Divided into several sessions, the seminar focused on the components essential to the implementation of this type of project. The importance of the implication of high-level government members in the process of implementing an NSDI was again highlighted along with the implementation of strategic and operational partnerships, the fundamental question of data, their production and their updating and finally the role played by users and their expectations.

The ignorance of existing data makes up another challenge that must be overcome by African countries, and often leads them to underestimate the data that they actually possess.

Several African countries including Senegal, Burkina Faso, Nigeria and the Ivory Coast shared their experiences and the current progress of the projects in each of their countries. The project for the implementation of Gabon’s National Geomatic Plan, initiated in 2011, was also presented.

To enable mapping agencies to have the key information needed to begin these projects in their respective countries, the plenary session of 3 April was accompanied by a second, more intimate session on the next day that allowed the questions concerning the mobilisation of financing to be raised in the presence of major financing organisations (European Union, French Agency of Development). The session also contributed to the creation of a guide under the leadership of the CEA, the UEMOA, IGN France and IGN France International.
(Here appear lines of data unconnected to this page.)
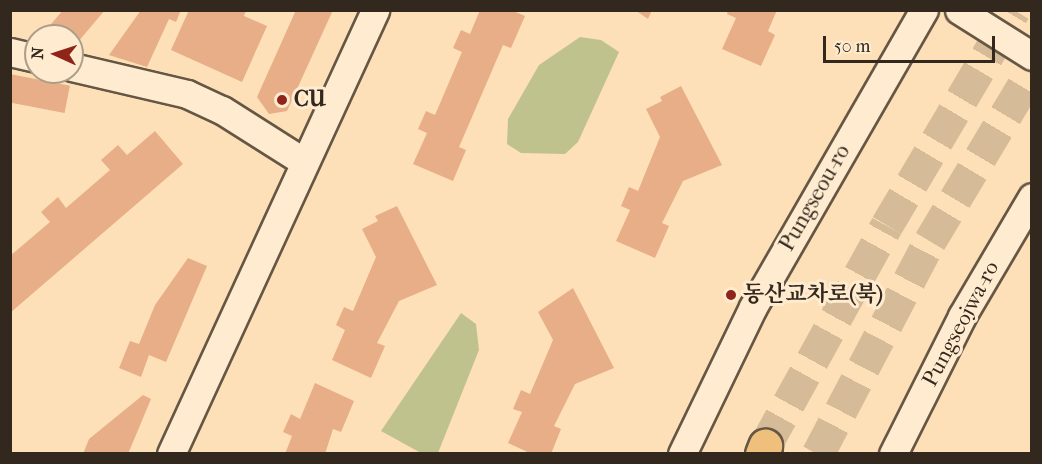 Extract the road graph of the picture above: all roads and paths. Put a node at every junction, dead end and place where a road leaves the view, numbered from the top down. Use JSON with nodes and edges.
{"nodes":[{"id":1,"x":375,"y":10,"type":"edge"},
{"id":2,"x":924,"y":10,"type":"edge"},
{"id":3,"x":960,"y":10,"type":"edge"},
{"id":4,"x":1032,"y":56,"type":"edge"},
{"id":5,"x":84,"y":70,"type":"edge"},
{"id":6,"x":304,"y":162,"type":"junction"},
{"id":7,"x":1032,"y":197,"type":"edge"},
{"id":8,"x":171,"y":453,"type":"edge"},
{"id":9,"x":682,"y":453,"type":"edge"},
{"id":10,"x":893,"y":453,"type":"edge"}],
"edges":[{"from":1,"to":6,"type":"street"},
{"from":2,"to":9,"type":"street","name":"Pungseou-ro"},
{"from":3,"to":4,"type":"street"},
{"from":5,"to":6,"type":"street"},
{"from":6,"to":8,"type":"street"},
{"from":7,"to":10,"type":"street","name":"Pungseojwa-ro"}]} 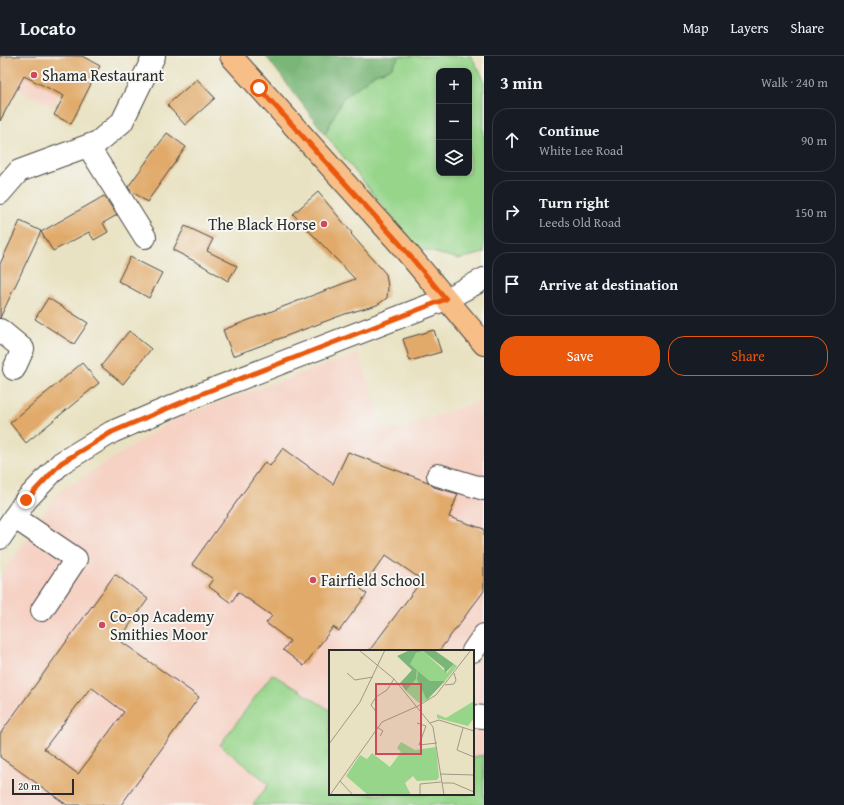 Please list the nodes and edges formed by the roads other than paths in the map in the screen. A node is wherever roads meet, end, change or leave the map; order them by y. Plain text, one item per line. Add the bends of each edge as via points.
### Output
1 (154, 56) edge
2 (231, 56) edge
3 (88, 146) junction
4 (0, 193) edge
5 (145, 237) dead end
6 (484, 279) edge
7 (446, 299) junction
8 (0, 330) edge
9 (484, 344) edge
10 (14, 369) dead end
11 (438, 475) dead end
12 (484, 489) edge
13 (14, 517) junction
14 (0, 538) edge
15 (42, 610) dead end
16 (484, 635) edge
17 (474, 650) edge
18 (474, 716) edge
19 (484, 717) edge

1 - 3 street via 122,122 98,142
2 - 7 main road
3 - 4 street via 19,171
3 - 5 street
6 - 7 street
7 - 9 main road
7 - 13 street via 206,392 112,432 61,463 26,500
8 - 10 street via 23,349
11 - 12 street
13 - 14 street
13 - 15 street via 76,558
16 - 17 street
18 - 19 street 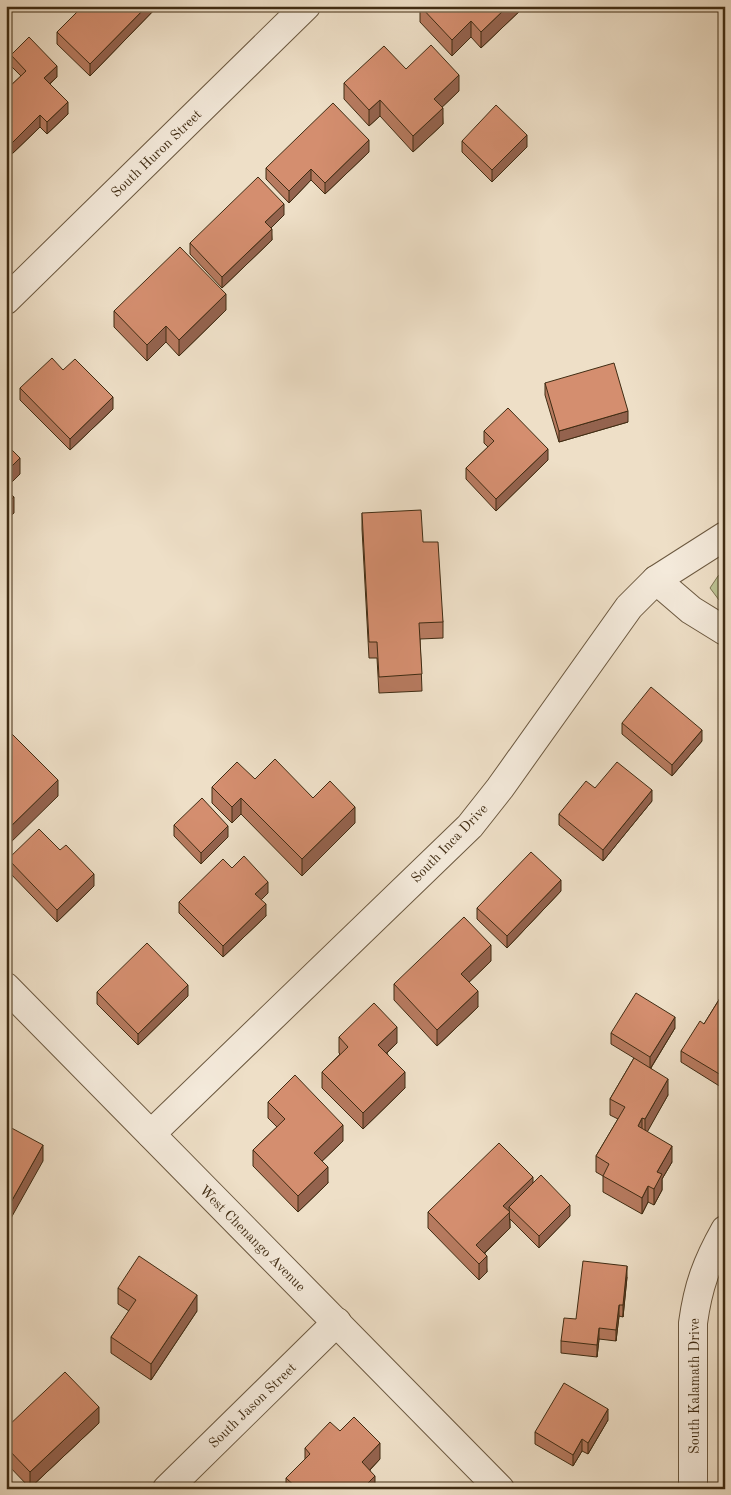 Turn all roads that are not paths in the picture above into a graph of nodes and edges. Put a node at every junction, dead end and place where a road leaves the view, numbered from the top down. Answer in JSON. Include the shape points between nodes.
{"nodes":[{"id":1,"x":306,"y":6,"type":"edge"},
{"id":2,"x":6,"y":300,"type":"edge"},
{"id":3,"x":725,"y":536,"type":"edge"},
{"id":4,"x":656,"y":580,"type":"junction"},
{"id":5,"x":725,"y":631,"type":"edge"},
{"id":6,"x":6,"y":987,"type":"edge"},
{"id":7,"x":151,"y":1134,"type":"junction"},
{"id":8,"x":725,"y":1230,"type":"edge"},
{"id":9,"x":336,"y":1322,"type":"junction"},
{"id":10,"x":167,"y":1489,"type":"edge"},
{"id":11,"x":500,"y":1489,"type":"edge"},
{"id":12,"x":694,"y":1489,"type":"edge"}],
"edges":[{"from":1,"to":2,"type":"street","name":"South Huron Street"},
{"from":3,"to":4,"type":"street","name":"South Inca Drive"},
{"from":4,"to":5,"type":"street","via":[[691,610]]},
{"from":4,"to":7,"type":"street","name":"South Inca Drive","via":[[616,624],[470,826]]},
{"from":6,"to":7,"type":"street","name":"West Chenango Avenue"},
{"from":7,"to":9,"type":"street","name":"West Chenango Avenue"},
{"from":8,"to":12,"type":"street","name":"South Kalamath Drive","via":[[705,1268],[692,1323]]},
{"from":9,"to":10,"type":"street","name":"South Jason Street"},
{"from":9,"to":11,"type":"street","name":"West Chenango Avenue"}]} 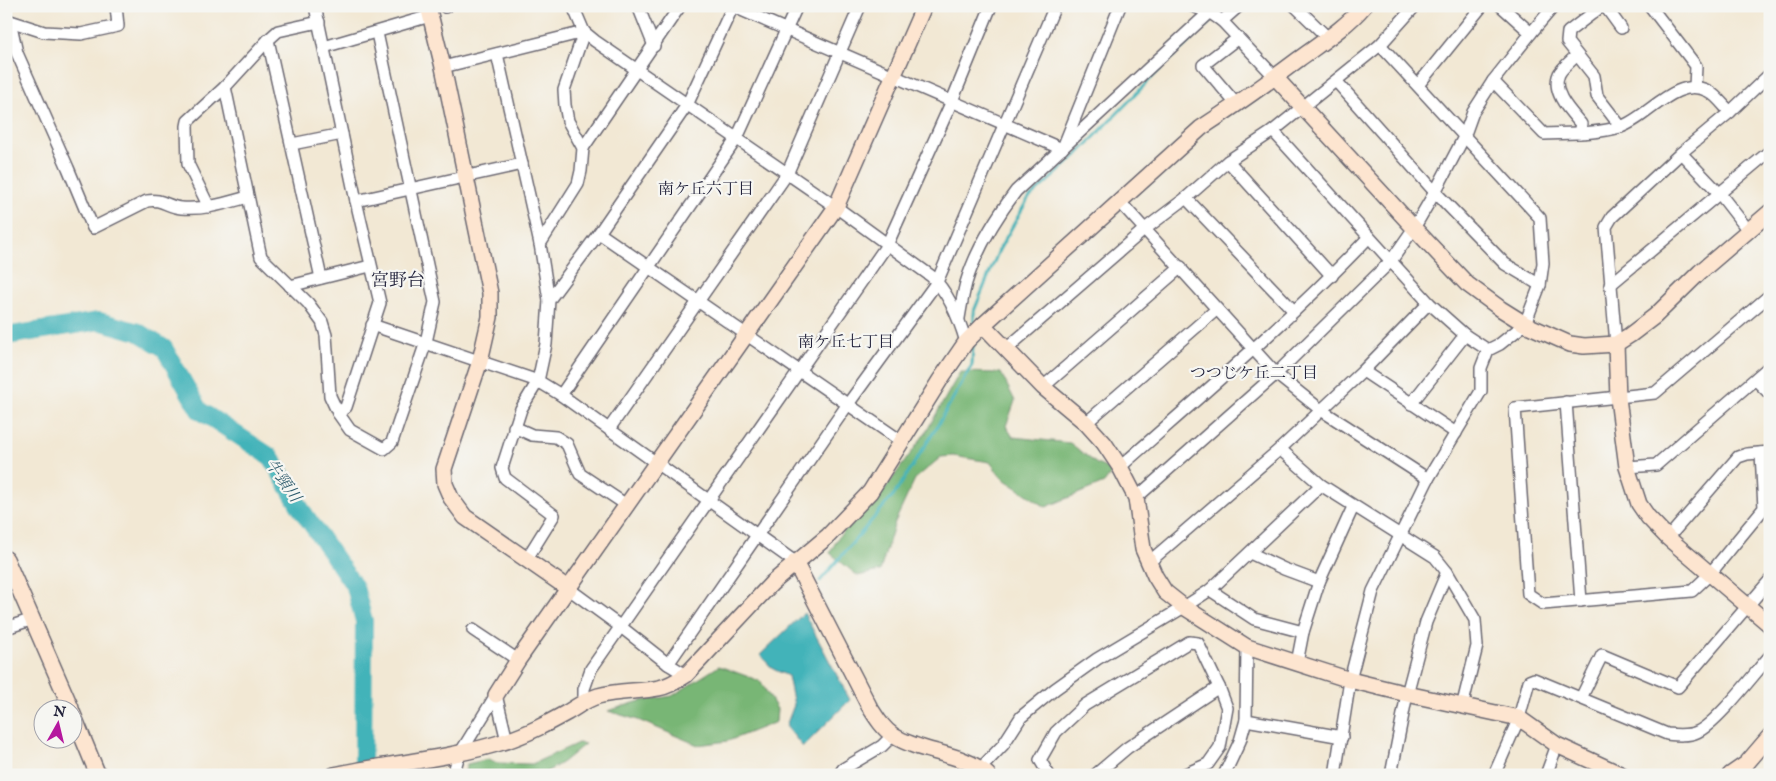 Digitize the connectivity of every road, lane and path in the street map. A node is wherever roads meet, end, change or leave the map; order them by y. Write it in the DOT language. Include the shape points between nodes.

The many exchanges that took place over the two days of this regional seminar have proven that Africa is fully prepared to begin implementing NSDI procedures. At the end of the two-day event, everyone agreed that this regional seminar should become a regular occurrence given the stakes at hand and the problems encountered along the way. This event also reminded everyone involved that the implementation of an NSDI is a comprehensive process that requires a series of progressive steps. While no unique spatial data infrastructure model exists, the participants agreed that the African model, while taking inspiration from the existing models and notably what has been done in Europe and in other countries that were precursors in the field, must now follow its own path.